“And now,” said Bomba, as he made a last examination of his weapons, “it is time for Bomba to go. He will think often of Ashati and Neram and will be glad that they are in the maloca of the good chief Hondura. They will be good to Pipina and bring her much meat. And they will try to find Casson. If they do find him, Bomba’s heart will be more glad than it has been for many moons.”
“Neram and Ashati will do what they can to find Casson,” promised the former.
“And they will give much meat to the medicine man so that he may pray to his gods for Bomba,” added Ashati.
With a last wave of the hand, Bomba left them, and they stood looking after him until the jungle swallowed him up. Then, with heavy hearts, they took the backward trail to Hondura’s camp.
Bomba went on at a good rate of speed. The sound sleep that he had enjoyed had recuperated him immensely. Thanks, too, to the explicit information he had got from the ex-slaves, he now moved with more certainty directly toward his goal.
He grieved for Sobrinini, for, though he had no deep affection for the old woman, she had been kind to him. Then, too, she had been a sort of slender link between him and the parents he had never known well enough to remember. Sobrinini had known them and had sought to tell Bomba about them, but the twist in her poor brain had made it impossible. She had, however, given him the clue to Japazy as possessing the knowledge he sought, and for this Bomba was grateful.
Much more than for Sobrinini did he sorrow for Casson. Dear old Casson had been a part of his life. It was hard to think of existence without him. And he had been white, so different from the brown-skinned natives with their ignorance, their superstition, their narrowed lives.
White! That was the most precious word in Bomba’s limited vocabulary. For it marked him out as different from the forms of life by which he was surrounded. He wanted to be different. He wanted to be like Gillis and Dorn, the white rubber hunters, the men who laughed and slapped each other on the back. There was little laughter in the jungle. Bomba wanted some companion, some one with whom he could laugh, whom he could slap on the back. Some one like Frank Parkhurst, who had seen so much, who had told him about the great ocean, of mighty cities.

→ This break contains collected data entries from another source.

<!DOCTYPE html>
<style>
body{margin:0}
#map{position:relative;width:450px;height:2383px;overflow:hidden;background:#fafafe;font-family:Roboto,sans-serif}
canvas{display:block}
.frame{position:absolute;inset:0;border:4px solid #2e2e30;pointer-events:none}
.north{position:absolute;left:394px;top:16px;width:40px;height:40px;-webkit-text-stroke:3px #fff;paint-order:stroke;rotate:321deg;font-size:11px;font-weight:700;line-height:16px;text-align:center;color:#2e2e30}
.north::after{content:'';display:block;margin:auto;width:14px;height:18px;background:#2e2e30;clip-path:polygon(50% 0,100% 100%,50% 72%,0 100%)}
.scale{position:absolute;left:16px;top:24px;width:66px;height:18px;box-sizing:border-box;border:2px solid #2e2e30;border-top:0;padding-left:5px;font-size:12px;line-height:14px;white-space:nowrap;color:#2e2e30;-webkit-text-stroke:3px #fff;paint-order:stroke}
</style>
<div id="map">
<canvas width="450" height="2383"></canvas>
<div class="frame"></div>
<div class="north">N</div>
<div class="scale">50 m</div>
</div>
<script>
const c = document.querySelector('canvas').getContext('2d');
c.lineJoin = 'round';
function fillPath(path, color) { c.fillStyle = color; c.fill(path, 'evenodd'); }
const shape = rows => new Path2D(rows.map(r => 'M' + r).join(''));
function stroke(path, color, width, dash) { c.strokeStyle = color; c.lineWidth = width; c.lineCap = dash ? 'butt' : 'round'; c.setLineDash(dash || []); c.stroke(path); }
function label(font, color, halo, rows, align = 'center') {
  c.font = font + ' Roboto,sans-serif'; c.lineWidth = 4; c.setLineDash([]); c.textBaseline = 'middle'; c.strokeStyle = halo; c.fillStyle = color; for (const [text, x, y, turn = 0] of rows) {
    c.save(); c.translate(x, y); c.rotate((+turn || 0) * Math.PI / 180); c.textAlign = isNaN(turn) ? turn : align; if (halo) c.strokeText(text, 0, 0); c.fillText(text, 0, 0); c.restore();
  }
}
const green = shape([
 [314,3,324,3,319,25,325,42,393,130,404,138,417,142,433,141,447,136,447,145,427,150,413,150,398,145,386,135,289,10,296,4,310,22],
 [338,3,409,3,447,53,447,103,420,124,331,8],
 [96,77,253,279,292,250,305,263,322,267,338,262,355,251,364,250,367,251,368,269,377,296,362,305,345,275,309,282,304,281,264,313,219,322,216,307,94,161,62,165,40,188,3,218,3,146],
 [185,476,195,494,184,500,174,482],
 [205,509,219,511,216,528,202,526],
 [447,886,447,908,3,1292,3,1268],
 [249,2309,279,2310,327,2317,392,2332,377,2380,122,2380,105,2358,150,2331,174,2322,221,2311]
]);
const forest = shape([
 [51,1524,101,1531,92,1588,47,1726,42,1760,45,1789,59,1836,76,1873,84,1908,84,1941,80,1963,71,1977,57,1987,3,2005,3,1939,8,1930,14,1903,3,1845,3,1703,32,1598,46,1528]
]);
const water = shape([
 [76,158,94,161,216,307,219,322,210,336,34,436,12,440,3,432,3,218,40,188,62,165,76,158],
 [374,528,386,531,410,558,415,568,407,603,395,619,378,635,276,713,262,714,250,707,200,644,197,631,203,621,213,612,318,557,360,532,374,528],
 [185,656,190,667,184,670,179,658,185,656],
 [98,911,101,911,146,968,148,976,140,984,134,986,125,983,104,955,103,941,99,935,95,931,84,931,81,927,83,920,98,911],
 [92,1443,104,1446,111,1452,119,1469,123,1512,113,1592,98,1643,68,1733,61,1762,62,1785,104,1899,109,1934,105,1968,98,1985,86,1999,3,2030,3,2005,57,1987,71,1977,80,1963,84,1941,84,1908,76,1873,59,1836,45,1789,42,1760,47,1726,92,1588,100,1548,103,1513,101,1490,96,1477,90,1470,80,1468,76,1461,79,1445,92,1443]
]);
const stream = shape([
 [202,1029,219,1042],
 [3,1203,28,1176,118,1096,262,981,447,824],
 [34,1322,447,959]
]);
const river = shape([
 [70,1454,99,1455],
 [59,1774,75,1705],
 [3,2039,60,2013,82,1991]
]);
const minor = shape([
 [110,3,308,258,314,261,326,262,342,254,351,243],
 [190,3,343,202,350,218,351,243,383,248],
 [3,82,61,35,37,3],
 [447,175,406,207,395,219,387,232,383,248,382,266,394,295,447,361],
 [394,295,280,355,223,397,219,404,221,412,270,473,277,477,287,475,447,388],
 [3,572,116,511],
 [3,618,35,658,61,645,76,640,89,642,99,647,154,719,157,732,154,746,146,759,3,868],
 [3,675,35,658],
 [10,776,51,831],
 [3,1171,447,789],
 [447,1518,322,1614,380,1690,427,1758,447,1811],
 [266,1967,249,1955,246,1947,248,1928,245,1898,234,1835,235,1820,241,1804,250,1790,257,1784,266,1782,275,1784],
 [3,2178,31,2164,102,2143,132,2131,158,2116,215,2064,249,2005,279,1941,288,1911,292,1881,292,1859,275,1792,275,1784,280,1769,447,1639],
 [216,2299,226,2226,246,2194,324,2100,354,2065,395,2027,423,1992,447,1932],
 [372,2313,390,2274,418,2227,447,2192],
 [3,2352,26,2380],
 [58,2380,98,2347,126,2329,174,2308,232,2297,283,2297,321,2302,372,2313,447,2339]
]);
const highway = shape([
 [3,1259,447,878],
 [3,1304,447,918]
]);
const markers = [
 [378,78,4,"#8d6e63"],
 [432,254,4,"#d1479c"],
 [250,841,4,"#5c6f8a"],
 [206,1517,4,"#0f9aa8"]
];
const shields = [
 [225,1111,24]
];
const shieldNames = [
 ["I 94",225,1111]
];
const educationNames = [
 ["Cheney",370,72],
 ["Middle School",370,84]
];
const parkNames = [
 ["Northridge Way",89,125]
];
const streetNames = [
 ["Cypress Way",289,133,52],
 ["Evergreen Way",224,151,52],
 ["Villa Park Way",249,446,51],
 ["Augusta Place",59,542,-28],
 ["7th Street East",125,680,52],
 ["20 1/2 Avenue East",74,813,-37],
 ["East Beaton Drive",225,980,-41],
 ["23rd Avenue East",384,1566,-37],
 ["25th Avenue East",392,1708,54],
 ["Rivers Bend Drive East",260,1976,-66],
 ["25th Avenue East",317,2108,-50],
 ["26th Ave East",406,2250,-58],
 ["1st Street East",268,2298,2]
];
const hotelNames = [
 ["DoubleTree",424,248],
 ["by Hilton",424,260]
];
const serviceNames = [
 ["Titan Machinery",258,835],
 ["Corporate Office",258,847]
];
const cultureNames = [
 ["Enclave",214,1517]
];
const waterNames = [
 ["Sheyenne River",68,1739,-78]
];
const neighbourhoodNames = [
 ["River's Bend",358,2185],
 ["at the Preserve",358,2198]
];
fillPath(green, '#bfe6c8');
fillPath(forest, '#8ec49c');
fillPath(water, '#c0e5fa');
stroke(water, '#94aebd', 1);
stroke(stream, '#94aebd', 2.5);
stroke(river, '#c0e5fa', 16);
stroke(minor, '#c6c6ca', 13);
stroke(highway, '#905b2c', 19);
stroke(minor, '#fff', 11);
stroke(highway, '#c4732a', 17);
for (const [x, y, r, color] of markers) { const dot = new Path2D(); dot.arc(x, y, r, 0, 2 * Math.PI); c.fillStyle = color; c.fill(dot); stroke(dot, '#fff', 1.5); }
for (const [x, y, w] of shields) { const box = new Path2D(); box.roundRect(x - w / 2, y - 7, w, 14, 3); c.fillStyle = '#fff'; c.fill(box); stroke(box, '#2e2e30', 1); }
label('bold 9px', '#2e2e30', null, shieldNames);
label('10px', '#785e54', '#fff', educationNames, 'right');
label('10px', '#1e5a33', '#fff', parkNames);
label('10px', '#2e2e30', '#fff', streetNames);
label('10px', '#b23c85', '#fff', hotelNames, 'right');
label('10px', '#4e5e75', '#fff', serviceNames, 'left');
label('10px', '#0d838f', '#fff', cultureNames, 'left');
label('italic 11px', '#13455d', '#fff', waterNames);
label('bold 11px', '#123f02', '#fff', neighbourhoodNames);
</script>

He thought of the promises of the rubber hunters and the Parkhursts that they would come back and take Bomba from the jungle. No doubt they had been sincere enough at the time, but many moons had passed now with no word from them. Perhaps they had been killed by savages or wild beasts before they got back to the coast.
More likely, Bomba thought, with a tinge of bitterness, they had forgotten him.